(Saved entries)
★ ★ ★ ★ ★ ★ ★

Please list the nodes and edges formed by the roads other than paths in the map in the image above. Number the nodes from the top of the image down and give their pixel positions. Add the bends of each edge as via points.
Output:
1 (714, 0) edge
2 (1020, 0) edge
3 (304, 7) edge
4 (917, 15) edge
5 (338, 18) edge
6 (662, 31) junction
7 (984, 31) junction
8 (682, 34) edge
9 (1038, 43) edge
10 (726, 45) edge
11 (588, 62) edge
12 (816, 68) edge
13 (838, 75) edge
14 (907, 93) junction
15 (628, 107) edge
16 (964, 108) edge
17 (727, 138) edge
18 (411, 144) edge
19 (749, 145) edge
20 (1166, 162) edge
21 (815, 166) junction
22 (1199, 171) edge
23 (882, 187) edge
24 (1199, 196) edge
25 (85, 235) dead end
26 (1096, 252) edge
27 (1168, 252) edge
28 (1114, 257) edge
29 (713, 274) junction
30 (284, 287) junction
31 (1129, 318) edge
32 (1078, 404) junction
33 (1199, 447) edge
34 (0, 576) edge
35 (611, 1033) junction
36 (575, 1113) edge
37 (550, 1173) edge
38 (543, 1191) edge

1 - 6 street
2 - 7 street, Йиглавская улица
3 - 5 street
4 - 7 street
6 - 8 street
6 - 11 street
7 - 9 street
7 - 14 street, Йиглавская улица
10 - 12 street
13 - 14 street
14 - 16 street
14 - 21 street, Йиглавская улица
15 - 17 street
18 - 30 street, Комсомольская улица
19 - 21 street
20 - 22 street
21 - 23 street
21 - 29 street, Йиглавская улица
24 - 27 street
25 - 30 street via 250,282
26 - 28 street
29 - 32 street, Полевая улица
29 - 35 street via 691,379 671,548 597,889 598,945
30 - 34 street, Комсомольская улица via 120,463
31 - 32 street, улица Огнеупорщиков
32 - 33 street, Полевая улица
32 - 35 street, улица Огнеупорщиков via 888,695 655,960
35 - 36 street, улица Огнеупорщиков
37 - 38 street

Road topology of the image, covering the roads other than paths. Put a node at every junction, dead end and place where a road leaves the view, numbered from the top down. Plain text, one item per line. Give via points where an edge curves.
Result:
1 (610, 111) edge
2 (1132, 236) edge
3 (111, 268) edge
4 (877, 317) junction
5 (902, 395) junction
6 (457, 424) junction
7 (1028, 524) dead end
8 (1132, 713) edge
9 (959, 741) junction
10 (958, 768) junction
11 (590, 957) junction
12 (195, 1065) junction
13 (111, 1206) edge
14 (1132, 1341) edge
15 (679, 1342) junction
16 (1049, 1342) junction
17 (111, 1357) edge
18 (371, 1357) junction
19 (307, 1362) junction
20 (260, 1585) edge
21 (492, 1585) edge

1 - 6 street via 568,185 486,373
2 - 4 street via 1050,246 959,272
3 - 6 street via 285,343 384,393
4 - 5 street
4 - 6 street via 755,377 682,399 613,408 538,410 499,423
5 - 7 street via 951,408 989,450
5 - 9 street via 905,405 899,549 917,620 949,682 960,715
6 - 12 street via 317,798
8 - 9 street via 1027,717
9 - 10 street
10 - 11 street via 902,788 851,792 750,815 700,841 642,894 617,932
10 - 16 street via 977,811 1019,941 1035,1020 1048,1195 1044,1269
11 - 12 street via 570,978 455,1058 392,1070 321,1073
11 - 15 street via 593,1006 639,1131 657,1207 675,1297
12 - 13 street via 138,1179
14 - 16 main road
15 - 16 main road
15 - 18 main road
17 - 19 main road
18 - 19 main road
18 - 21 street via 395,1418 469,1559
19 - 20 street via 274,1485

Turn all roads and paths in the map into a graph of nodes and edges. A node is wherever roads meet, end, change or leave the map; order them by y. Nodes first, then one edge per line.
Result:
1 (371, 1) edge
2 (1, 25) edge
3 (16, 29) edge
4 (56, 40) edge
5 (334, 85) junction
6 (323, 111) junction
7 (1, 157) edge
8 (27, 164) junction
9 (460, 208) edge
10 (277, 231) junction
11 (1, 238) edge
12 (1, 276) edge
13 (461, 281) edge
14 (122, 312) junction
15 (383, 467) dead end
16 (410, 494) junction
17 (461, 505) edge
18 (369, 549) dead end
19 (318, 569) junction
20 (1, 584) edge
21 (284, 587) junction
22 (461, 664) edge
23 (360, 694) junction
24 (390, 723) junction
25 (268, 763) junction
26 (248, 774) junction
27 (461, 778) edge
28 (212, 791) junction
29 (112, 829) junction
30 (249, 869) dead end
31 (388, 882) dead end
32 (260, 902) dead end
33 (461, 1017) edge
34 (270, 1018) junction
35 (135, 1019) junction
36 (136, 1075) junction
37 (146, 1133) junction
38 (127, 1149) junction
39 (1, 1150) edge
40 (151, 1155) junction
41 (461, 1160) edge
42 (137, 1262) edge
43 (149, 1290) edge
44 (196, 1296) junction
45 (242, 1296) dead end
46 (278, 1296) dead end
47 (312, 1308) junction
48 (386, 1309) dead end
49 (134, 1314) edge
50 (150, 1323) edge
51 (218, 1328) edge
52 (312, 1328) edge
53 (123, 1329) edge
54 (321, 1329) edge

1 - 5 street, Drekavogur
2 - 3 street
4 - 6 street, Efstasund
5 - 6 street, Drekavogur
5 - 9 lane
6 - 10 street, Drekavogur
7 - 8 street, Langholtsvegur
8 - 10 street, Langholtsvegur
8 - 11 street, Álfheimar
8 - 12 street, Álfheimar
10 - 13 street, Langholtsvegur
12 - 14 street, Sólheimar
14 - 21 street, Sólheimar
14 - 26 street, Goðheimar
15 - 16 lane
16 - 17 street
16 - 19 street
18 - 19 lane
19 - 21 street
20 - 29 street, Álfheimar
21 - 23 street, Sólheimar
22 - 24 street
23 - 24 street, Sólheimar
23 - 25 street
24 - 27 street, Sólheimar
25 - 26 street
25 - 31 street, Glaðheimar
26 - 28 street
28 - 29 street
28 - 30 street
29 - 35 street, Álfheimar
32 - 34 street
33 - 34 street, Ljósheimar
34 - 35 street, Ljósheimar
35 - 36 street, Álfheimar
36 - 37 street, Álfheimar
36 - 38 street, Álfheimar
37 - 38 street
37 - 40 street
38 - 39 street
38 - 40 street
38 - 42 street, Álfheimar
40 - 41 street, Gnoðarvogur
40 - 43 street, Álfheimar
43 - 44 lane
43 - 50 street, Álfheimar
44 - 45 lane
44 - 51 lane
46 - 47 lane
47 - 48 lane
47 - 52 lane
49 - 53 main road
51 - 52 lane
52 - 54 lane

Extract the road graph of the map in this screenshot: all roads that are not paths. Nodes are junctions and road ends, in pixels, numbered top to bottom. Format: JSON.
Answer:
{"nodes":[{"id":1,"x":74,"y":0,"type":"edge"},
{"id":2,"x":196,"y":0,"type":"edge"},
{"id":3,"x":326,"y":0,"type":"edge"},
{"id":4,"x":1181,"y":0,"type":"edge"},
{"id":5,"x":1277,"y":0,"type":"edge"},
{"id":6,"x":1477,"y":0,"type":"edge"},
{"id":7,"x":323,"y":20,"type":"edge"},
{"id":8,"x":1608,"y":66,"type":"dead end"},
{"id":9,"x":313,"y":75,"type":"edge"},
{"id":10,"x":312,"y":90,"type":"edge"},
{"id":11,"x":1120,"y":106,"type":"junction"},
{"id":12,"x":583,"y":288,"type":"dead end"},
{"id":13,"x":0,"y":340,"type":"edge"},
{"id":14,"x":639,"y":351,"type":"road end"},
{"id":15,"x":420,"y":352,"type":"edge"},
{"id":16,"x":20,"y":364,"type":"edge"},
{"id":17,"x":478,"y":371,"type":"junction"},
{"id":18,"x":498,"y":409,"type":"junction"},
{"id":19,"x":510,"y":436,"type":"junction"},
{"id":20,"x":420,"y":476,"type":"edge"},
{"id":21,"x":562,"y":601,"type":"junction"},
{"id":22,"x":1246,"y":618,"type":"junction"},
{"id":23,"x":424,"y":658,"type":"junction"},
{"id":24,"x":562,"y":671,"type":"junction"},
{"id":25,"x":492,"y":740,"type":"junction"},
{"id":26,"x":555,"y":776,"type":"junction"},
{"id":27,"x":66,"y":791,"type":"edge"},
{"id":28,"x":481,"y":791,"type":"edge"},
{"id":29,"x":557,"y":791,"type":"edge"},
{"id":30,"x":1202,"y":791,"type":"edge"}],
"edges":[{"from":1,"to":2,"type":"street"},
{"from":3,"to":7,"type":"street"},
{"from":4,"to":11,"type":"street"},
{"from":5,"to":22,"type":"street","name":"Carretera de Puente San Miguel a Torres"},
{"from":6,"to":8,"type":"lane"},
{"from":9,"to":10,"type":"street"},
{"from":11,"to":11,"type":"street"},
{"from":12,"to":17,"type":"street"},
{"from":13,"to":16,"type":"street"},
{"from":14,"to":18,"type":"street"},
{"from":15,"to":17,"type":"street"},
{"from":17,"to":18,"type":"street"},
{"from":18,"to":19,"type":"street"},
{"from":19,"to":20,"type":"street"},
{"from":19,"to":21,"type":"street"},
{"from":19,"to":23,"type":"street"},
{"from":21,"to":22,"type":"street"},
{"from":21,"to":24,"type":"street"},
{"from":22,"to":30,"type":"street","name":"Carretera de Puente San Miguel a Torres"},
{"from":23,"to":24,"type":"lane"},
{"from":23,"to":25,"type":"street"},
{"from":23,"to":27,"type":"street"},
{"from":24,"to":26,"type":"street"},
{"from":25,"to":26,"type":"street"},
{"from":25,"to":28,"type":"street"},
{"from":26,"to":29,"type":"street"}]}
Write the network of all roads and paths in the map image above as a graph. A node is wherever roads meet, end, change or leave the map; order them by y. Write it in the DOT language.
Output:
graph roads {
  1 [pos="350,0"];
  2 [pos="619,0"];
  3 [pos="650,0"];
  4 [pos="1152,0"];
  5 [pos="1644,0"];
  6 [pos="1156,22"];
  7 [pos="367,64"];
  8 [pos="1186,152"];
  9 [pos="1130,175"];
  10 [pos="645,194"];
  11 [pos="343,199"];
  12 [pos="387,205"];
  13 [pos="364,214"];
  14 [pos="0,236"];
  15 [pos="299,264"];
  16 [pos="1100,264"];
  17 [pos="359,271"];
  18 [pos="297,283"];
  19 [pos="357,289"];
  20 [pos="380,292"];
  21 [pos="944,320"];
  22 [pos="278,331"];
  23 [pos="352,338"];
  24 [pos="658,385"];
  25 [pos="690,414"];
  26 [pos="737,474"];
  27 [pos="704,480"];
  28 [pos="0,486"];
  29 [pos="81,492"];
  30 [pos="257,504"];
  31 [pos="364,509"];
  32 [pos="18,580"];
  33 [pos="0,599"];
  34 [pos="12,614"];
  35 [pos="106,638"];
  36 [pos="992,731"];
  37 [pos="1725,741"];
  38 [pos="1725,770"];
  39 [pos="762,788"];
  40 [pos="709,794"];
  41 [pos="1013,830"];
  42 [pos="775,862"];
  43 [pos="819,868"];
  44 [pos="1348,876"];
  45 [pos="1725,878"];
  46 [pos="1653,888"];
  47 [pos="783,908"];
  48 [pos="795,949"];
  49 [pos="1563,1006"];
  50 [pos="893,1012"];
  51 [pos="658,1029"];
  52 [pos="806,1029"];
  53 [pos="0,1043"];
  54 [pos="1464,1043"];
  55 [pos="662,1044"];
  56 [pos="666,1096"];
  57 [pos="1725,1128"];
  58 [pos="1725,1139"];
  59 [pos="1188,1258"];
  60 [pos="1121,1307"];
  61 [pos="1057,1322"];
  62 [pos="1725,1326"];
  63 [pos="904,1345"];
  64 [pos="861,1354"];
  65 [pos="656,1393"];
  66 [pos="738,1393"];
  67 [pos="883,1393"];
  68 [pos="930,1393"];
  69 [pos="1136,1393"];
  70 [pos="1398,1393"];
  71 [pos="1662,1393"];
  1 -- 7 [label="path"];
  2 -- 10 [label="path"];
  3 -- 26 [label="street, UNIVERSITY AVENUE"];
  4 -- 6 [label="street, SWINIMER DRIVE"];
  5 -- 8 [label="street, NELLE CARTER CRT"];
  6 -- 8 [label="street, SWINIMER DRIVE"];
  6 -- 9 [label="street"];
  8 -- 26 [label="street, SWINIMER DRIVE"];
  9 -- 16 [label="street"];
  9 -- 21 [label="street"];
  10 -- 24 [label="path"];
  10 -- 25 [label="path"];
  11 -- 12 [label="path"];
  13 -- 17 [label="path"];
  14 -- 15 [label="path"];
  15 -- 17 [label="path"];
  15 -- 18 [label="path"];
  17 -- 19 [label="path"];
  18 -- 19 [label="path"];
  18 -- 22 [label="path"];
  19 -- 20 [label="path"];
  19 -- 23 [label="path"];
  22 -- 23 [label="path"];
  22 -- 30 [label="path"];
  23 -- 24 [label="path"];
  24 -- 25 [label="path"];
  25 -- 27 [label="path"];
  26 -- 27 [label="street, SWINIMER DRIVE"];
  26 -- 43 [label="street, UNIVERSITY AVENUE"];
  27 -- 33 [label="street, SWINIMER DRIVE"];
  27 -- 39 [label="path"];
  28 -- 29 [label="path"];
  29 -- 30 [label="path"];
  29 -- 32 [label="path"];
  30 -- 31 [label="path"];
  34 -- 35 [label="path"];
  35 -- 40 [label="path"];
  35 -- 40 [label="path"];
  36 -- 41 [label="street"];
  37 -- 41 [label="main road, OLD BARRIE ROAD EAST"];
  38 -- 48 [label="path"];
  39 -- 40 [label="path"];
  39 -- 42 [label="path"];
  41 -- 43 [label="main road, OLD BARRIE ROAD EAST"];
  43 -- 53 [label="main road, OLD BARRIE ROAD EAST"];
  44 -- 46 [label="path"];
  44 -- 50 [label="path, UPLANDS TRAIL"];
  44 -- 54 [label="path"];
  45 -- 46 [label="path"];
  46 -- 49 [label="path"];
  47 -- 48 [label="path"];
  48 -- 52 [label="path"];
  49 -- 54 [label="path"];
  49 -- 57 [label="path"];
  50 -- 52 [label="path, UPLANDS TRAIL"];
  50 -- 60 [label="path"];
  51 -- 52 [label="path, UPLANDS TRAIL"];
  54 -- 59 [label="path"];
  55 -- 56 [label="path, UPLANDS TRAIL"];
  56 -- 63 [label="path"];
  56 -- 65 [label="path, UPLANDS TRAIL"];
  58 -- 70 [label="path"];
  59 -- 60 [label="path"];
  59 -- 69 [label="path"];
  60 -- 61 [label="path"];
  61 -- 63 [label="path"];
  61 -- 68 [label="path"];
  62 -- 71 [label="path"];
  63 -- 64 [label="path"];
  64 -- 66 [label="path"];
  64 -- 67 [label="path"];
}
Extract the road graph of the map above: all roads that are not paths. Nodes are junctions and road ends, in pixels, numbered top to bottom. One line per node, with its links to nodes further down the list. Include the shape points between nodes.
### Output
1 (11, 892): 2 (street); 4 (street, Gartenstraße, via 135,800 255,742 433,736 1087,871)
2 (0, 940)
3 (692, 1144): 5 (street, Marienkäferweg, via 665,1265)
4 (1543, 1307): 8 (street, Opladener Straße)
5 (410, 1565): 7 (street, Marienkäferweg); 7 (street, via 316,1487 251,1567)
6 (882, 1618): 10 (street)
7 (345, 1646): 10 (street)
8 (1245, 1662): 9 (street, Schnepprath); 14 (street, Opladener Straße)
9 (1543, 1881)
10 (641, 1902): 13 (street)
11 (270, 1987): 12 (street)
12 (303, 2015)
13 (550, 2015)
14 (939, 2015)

★ ★ ★ ★ ★ ★ ★

§ WORK REQUEST: All lines above that hold the string "list" should be copied.

§ ANSWER TO THIS EXERCISE:
Please list the nodes and edges formed by the roads other than paths in the map in the image above. Number the nodes from the top of the image down and give their pixel positions. Add the bends of each edge as via points.
Extract the road graph of the map above: all roads that are not paths. Nodes are junctions and road ends, in pixels, numbered top to bottom. One line per node, with its links to nodes further down the list. Include the shape points between nodes.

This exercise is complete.